◆ The problem
Below is a set of records, and all of them should be retyped exactly, minus the pictures.

◆ Supplied material
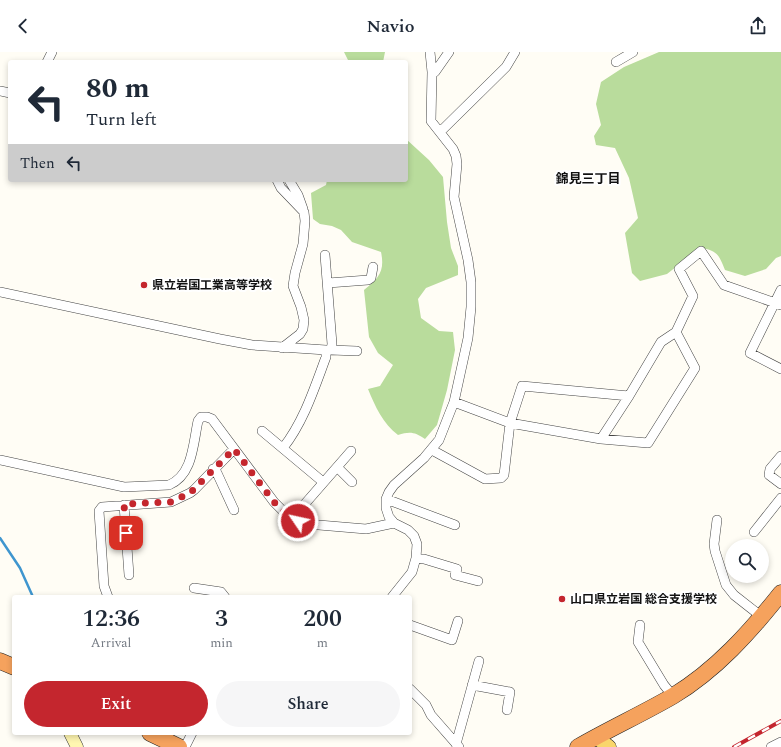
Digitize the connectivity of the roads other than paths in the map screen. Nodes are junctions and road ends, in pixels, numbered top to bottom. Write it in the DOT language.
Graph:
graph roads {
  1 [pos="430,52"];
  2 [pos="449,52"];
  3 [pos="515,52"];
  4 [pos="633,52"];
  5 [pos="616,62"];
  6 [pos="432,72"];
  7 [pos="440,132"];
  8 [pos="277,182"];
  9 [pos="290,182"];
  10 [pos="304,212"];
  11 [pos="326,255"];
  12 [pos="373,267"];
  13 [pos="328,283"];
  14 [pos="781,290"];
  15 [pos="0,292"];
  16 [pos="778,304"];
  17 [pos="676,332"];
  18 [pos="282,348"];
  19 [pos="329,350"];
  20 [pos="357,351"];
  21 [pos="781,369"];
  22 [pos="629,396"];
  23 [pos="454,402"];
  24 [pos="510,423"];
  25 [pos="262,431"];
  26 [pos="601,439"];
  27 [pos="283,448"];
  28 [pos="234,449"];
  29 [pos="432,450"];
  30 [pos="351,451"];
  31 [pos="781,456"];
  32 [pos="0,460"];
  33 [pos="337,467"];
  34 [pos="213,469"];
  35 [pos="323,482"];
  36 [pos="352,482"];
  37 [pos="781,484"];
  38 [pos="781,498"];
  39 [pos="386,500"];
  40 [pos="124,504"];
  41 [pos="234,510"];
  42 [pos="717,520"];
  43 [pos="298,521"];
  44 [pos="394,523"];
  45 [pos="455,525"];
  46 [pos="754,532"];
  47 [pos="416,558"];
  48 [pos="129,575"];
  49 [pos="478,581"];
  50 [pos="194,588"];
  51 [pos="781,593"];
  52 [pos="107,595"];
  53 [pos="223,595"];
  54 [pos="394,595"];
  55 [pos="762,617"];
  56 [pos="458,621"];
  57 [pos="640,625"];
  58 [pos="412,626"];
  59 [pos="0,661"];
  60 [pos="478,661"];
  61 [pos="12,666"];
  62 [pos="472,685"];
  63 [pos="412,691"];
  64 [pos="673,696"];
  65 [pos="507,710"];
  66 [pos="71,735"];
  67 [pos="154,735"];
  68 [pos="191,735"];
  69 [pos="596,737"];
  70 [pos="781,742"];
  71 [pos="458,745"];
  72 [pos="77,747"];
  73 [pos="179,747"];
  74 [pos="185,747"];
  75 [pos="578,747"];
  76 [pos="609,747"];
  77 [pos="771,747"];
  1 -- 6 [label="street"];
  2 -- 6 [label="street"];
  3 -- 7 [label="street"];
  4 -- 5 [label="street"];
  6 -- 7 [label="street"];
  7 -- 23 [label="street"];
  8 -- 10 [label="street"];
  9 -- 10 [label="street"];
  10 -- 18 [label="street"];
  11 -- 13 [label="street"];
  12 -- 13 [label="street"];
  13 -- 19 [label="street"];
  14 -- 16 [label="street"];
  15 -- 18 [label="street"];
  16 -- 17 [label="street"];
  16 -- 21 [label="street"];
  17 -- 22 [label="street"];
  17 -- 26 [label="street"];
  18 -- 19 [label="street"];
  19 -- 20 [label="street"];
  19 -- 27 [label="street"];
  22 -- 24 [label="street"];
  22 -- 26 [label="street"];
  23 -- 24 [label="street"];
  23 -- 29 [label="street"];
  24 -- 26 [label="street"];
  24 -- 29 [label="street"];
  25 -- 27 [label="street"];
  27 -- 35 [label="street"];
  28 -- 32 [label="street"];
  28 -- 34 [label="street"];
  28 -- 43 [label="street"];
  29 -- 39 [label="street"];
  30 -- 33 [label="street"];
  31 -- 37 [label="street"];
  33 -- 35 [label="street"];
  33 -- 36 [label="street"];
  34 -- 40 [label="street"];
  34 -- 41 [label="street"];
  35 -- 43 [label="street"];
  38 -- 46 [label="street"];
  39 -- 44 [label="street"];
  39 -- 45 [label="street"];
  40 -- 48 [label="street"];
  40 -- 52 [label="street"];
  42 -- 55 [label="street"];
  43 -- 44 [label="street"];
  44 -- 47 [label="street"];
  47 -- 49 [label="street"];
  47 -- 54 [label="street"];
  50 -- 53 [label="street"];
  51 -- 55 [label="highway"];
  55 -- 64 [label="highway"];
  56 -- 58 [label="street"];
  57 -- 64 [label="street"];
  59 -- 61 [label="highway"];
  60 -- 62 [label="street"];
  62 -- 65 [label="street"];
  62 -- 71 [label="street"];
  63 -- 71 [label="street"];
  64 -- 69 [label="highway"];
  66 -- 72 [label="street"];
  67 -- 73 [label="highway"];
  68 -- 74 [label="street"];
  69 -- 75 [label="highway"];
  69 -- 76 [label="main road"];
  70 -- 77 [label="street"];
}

◆ Result of the exercise
Digitize the connectivity of the roads other than paths in the map screen. Nodes are junctions and road ends, in pixels, numbered top to bottom. Write it in the DOT language.
Graph:
graph roads {
  1 [pos="430,52"];
  2 [pos="449,52"];
  3 [pos="515,52"];
  4 [pos="633,52"];
  5 [pos="616,62"];
  6 [pos="432,72"];
  7 [pos="440,132"];
  8 [pos="277,182"];
  9 [pos="290,182"];
  10 [pos="304,212"];
  11 [pos="326,255"];
  12 [pos="373,267"];
  13 [pos="328,283"];
  14 [pos="781,290"];
  15 [pos="0,292"];
  16 [pos="778,304"];
  17 [pos="676,332"];
  18 [pos="282,348"];
  19 [pos="329,350"];
  20 [pos="357,351"];
  21 [pos="781,369"];
  22 [pos="629,396"];
  23 [pos="454,402"];
  24 [pos="510,423"];
  25 [pos="262,431"];
  26 [pos="601,439"];
  27 [pos="283,448"];
  28 [pos="234,449"];
  29 [pos="432,450"];
  30 [pos="351,451"];
  31 [pos="781,456"];
  32 [pos="0,460"];
  33 [pos="337,467"];
  34 [pos="213,469"];
  35 [pos="323,482"];
  36 [pos="352,482"];
  37 [pos="781,484"];
  38 [pos="781,498"];
  39 [pos="386,500"];
  40 [pos="124,504"];
  41 [pos="234,510"];
  42 [pos="717,520"];
  43 [pos="298,521"];
  44 [pos="394,523"];
  45 [pos="455,525"];
  46 [pos="754,532"];
  47 [pos="416,558"];
  48 [pos="129,575"];
  49 [pos="478,581"];
  50 [pos="194,588"];
  51 [pos="781,593"];
  52 [pos="107,595"];
  53 [pos="223,595"];
  54 [pos="394,595"];
  55 [pos="762,617"];
  56 [pos="458,621"];
  57 [pos="640,625"];
  58 [pos="412,626"];
  59 [pos="0,661"];
  60 [pos="478,661"];
  61 [pos="12,666"];
  62 [pos="472,685"];
  63 [pos="412,691"];
  64 [pos="673,696"];
  65 [pos="507,710"];
  66 [pos="71,735"];
  67 [pos="154,735"];
  68 [pos="191,735"];
  69 [pos="596,737"];
  70 [pos="781,742"];
  71 [pos="458,745"];
  72 [pos="77,747"];
  73 [pos="179,747"];
  74 [pos="185,747"];
  75 [pos="578,747"];
  76 [pos="609,747"];
  77 [pos="771,747"];
  1 -- 6 [label="street"];
  2 -- 6 [label="street"];
  3 -- 7 [label="street"];
  4 -- 5 [label="street"];
  6 -- 7 [label="street"];
  7 -- 23 [label="street"];
  8 -- 10 [label="street"];
  9 -- 10 [label="street"];
  10 -- 18 [label="street"];
  11 -- 13 [label="street"];
  12 -- 13 [label="street"];
  13 -- 19 [label="street"];
  14 -- 16 [label="street"];
  15 -- 18 [label="street"];
  16 -- 17 [label="street"];
  16 -- 21 [label="street"];
  17 -- 22 [label="street"];
  17 -- 26 [label="street"];
  18 -- 19 [label="street"];
  19 -- 20 [label="street"];
  19 -- 27 [label="street"];
  22 -- 24 [label="street"];
  22 -- 26 [label="street"];
  23 -- 24 [label="street"];
  23 -- 29 [label="street"];
  24 -- 26 [label="street"];
  24 -- 29 [label="street"];
  25 -- 27 [label="street"];
  27 -- 35 [label="street"];
  28 -- 32 [label="street"];
  28 -- 34 [label="street"];
  28 -- 43 [label="street"];
  29 -- 39 [label="street"];
  30 -- 33 [label="street"];
  31 -- 37 [label="street"];
  33 -- 35 [label="street"];
  33 -- 36 [label="street"];
  34 -- 40 [label="street"];
  34 -- 41 [label="street"];
  35 -- 43 [label="street"];
  38 -- 46 [label="street"];
  39 -- 44 [label="street"];
  39 -- 45 [label="street"];
  40 -- 48 [label="street"];
  40 -- 52 [label="street"];
  42 -- 55 [label="street"];
  43 -- 44 [label="street"];
  44 -- 47 [label="street"];
  47 -- 49 [label="street"];
  47 -- 54 [label="street"];
  50 -- 53 [label="street"];
  51 -- 55 [label="highway"];
  55 -- 64 [label="highway"];
  56 -- 58 [label="street"];
  57 -- 64 [label="street"];
  59 -- 61 [label="highway"];
  60 -- 62 [label="street"];
  62 -- 65 [label="street"];
  62 -- 71 [label="street"];
  63 -- 71 [label="street"];
  64 -- 69 [label="highway"];
  66 -- 72 [label="street"];
  67 -- 73 [label="highway"];
  68 -- 74 [label="street"];
  69 -- 75 [label="highway"];
  69 -- 76 [label="main road"];
  70 -- 77 [label="street"];
}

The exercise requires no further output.